I've been up for days,
trying to find a way to write this confession down
for what I've done, I am not proud
but there's no need to pretend, no need for innocence
just got to be honest now
The verdict has come in,
it says I'm guilty for these sins of mine
i thought I could escape, but then I finally felt the weight,
of all your crimes
it's passion, it's not love, infatuation never ends up right
Ten thousand times I have screamed
over and over for you to notice me
until my voice breaks
for all this heartache
to gently fade away
Where are the pictures, of you and me?
put aside for no one else to see
afraid of what they might say
but if my heart breaks
at least I still have your yesterday
Not everything said should be heard
some things should stay
buried in the dirt
and when there is no target for your anger
could it be that you're the one who is hurt?

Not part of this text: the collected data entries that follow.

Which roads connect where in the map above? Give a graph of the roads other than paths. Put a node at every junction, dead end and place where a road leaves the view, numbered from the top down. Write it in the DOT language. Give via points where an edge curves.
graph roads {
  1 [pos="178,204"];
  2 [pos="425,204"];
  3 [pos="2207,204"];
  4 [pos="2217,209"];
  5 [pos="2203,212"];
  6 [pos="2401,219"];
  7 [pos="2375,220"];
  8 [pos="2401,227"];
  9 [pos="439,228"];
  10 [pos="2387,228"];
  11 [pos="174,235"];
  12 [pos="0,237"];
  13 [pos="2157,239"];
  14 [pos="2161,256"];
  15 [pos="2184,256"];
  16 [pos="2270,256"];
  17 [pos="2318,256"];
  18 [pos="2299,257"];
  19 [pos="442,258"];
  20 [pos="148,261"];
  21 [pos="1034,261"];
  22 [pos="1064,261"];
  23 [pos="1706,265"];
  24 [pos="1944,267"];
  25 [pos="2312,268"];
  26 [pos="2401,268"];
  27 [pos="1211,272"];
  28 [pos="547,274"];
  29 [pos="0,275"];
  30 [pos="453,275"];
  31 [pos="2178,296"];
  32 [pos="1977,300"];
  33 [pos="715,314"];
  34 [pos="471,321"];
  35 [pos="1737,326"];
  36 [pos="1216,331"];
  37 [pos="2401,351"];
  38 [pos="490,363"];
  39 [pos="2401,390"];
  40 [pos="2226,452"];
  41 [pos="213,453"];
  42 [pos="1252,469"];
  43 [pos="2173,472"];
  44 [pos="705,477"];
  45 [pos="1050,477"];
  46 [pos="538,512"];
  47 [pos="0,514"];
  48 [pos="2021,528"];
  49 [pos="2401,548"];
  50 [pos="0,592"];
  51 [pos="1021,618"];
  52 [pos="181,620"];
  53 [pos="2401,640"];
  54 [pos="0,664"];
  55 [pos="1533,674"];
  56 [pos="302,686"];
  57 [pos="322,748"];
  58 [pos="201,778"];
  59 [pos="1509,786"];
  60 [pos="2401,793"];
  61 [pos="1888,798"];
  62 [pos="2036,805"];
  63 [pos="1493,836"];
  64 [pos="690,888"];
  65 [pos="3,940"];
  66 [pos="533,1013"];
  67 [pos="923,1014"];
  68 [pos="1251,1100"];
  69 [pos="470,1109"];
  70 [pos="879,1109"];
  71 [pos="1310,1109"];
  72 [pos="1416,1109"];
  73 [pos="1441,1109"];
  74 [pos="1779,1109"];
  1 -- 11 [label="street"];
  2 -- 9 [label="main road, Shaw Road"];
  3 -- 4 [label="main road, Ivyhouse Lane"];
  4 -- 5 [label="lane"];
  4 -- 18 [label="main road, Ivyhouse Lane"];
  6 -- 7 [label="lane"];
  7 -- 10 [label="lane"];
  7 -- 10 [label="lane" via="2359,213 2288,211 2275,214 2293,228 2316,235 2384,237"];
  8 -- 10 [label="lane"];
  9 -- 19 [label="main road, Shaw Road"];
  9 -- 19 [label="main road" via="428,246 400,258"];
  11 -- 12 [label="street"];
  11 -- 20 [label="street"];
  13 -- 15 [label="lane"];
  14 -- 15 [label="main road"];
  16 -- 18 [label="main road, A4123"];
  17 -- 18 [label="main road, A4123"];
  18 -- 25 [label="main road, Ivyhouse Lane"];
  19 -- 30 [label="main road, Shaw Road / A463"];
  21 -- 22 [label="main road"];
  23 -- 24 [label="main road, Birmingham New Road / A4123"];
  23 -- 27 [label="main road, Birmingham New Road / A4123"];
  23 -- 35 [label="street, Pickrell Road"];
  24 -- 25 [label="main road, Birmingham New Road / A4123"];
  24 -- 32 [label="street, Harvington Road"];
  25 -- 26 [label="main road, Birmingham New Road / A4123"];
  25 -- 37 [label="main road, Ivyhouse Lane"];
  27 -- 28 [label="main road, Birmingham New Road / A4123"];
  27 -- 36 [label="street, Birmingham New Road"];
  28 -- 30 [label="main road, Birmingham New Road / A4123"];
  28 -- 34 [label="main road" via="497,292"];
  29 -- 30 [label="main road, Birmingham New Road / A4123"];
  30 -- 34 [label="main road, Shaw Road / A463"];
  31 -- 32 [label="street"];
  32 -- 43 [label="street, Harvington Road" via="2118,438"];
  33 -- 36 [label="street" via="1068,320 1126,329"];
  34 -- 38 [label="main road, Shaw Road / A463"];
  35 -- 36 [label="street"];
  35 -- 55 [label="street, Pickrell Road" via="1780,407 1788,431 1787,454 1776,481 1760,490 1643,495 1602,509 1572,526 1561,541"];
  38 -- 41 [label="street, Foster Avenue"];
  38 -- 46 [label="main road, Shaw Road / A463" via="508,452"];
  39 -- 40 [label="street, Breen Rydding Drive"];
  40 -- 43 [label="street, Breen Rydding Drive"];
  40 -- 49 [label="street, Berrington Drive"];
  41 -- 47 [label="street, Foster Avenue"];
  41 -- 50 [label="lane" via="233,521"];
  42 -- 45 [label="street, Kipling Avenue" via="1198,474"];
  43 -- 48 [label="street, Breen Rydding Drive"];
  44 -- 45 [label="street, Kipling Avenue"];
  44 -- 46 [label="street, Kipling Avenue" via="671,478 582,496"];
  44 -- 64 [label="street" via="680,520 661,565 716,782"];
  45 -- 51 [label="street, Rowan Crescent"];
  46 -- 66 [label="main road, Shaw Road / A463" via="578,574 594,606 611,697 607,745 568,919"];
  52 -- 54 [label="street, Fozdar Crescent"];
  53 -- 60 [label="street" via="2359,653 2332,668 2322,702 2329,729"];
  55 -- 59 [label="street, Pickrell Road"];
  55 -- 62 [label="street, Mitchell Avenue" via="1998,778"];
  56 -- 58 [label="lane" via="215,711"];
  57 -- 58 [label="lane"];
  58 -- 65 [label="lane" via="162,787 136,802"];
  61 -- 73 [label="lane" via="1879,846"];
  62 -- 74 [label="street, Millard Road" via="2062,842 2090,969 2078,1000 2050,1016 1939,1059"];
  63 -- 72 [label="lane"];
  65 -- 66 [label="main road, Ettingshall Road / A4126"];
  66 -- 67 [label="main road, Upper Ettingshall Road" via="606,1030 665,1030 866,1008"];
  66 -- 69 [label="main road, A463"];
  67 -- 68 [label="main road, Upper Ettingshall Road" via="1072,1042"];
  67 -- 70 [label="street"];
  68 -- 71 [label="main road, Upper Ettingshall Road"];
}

So many pointless conversations
about who's right or wrong,
you or me
every mirror it hides a different reflection
and we both got faces that we don't like to see
But I'll try to find some shelter in this quiet beauty
of a silent night
when the sun has finally set
and pray this worry will finally leave my mind
where it's just me and this pale moonlight
When I think of fates worse than death
all I can think of is something you once said
we were golden, bright like the sun
and now I am stranded
knowing I was never truly the one
With an ocean of anger flowing through me
blood-stained and broken from what I failed to see
that just like a snake charmer you led me astray
now I'm living in distress
just hoping some help is on it's way
In the midst of this storm searching for shelter
i came upon one single feather
and made a half-hearted wish for something better
all the while being gracefully cursed
i thirst
Burned into these ashes and soil
i'm dyed-in-the-wool
there's iron in my blood, yet i'm still so vulnerable
but after I'm truly gone, and once my heart finally leaves
you will be left alone to the wolves and real thieves.